21:12
_ Que horas são?
_ 21:12.
_ Já vai dormir?
_ Sim.
_ Como pode estar com sono? Dormiu o dia inteiro.
_ Ultimamente essa é a única coisa que quero fazer.
_ Está cansado...
_ Não sei de que... mas...
_ Mas está...
_ Devo estar anêmico.
_ Vá ao médico.
_ Sim.
_ Sim. (procurando assunto). E o show?
_ Que é que tem?
_ Como foi?
_ Bom.
_ Mas...
_ Mas acabou.
_ Virão outros.
_ Sim... (sem certeza).
_ Está sentindo algo?
_ Não.
_ Como não?
_ A única coisa que tenho sentido é sono.
_ Me refiro a sentimentos.
_ Eu também.
_ Mas você sempre foi tão... sentimental.
_ Sim.
_ Enérgico, romântico...
_ Sim, sim...
_ Sinestésico.
_ O que?
_ Sinestesia. Quando sentimentos muito fortes se misturam.
_ Se misturaram de tal forma que se anulam.
_ Não diga isso.
_ Em algum momento, algo aqui dentro morreu.
_ O que seria esse algo?
_ Não sei. Acho que tudo.
_ Tudo?
_ Acho que sou um demônio.
_ Não diga isso! (pausa, sem reação). E agora? Que horas são?
_ 21:12.
_ Ainda?
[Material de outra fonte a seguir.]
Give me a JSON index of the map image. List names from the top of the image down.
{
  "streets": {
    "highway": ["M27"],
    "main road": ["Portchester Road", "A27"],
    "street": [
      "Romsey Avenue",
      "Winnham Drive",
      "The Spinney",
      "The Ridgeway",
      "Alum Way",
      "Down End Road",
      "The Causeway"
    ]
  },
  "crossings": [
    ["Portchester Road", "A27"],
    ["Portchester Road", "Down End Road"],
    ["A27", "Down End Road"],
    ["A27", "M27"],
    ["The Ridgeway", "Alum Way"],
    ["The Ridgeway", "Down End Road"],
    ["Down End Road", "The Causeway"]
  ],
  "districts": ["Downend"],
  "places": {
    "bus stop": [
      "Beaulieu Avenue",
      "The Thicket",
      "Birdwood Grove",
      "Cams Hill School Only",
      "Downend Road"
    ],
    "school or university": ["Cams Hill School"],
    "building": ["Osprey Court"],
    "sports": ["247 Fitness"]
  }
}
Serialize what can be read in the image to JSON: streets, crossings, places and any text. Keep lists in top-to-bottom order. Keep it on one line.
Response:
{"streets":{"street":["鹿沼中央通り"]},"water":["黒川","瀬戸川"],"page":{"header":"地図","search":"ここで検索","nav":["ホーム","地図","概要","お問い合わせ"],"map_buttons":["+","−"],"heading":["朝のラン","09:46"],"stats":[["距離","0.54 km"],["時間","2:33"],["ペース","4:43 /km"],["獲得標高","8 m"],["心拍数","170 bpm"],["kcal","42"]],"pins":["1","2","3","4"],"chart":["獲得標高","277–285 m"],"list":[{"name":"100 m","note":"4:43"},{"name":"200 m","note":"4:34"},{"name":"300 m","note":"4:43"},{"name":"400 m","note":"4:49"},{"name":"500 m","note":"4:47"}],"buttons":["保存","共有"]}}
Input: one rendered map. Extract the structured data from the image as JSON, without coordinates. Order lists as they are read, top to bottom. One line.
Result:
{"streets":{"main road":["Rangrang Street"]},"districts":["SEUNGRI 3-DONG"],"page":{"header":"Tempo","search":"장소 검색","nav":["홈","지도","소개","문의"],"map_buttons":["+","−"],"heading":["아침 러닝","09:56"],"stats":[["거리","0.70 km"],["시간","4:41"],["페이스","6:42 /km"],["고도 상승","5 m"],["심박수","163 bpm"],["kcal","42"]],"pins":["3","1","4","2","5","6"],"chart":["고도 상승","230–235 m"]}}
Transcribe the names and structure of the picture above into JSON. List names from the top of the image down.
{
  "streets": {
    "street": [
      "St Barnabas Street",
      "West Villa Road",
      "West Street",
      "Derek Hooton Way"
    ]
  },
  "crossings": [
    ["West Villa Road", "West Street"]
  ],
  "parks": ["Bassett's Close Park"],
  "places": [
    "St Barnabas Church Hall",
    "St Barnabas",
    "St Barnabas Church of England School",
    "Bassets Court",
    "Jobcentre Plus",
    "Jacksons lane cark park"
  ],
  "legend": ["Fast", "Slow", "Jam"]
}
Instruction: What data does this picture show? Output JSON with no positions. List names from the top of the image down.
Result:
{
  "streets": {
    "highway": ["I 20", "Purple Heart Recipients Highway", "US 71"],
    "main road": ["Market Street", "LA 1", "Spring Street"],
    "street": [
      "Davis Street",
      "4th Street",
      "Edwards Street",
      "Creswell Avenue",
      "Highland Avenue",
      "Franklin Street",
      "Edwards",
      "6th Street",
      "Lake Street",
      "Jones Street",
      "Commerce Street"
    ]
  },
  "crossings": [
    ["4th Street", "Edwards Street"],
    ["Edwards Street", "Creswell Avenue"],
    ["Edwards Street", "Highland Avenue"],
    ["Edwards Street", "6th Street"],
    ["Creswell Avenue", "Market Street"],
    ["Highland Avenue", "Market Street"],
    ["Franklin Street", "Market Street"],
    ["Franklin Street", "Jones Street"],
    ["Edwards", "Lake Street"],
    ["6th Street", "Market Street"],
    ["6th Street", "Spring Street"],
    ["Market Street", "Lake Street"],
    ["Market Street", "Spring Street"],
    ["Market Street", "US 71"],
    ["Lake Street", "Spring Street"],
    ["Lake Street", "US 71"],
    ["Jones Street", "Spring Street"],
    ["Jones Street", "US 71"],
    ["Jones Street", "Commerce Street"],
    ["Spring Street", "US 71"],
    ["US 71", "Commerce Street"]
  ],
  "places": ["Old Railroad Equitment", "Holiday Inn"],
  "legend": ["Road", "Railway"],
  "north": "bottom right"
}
Ou essa conversa durou um dia inteiro?
_ Isso faz diferença?
_ Dizem que quando olhamos no relógio...
_ (para si, interrompendo) Lá vem...
_ (continuando) ... e vemos as horas e os minutos trocados, significa que estão pensando em nós.
_ Pra mim são as horas e é o nome de um disco. Apenas.
_ Mas é verdade!
_ Já ouvi dizer que significa maledicência.
_ Não, só se for 23:32.
_ E às 21:12 estão pensando o que? (descrente).
_ 21:12 significa que alguém quer o nosso bem. Quer ficar próximo.
_ Ah sim...
_ E você bem disse que todos os dias olha essas horas no relógio. Alguém quer ficar muito ao seu lado e te quer muito bem!
_ Ninguém quer ficar perto de mim. Nem me querem bem.
_ Por que?
_ Por que eu não quero que elas queiram.
_ Pare com isso. Pense que, todos os dias nesta mesma hora, e que agora neste exato momento, alguém pensa em você e te quer bem.
_ Deve ser minha mãe rezando pela salvação da minha alma.
_ Pode ser. E isso não é ótimo?
_ (suspira) Sim.
_ (olha com dúvida) Isso não é o suficiente?
_ Sim. Só não queria que fosse necessário.
_ Como assim?
_ Eu não quero que rezem por mim.
_ Por que?
_ Me deixa! Já falei de mais!
_ Me explica!
_ Estou com sono. Boa noite.
_ Não quer que se aproximem. Não quer conversar. Não quer dividir.
_ Não. Não quero!
_ Não quer nem que rezem por você!
_ Não!
_ Mas por que?
_ (súbito) Por que eu não mereço! (pausa). É isso.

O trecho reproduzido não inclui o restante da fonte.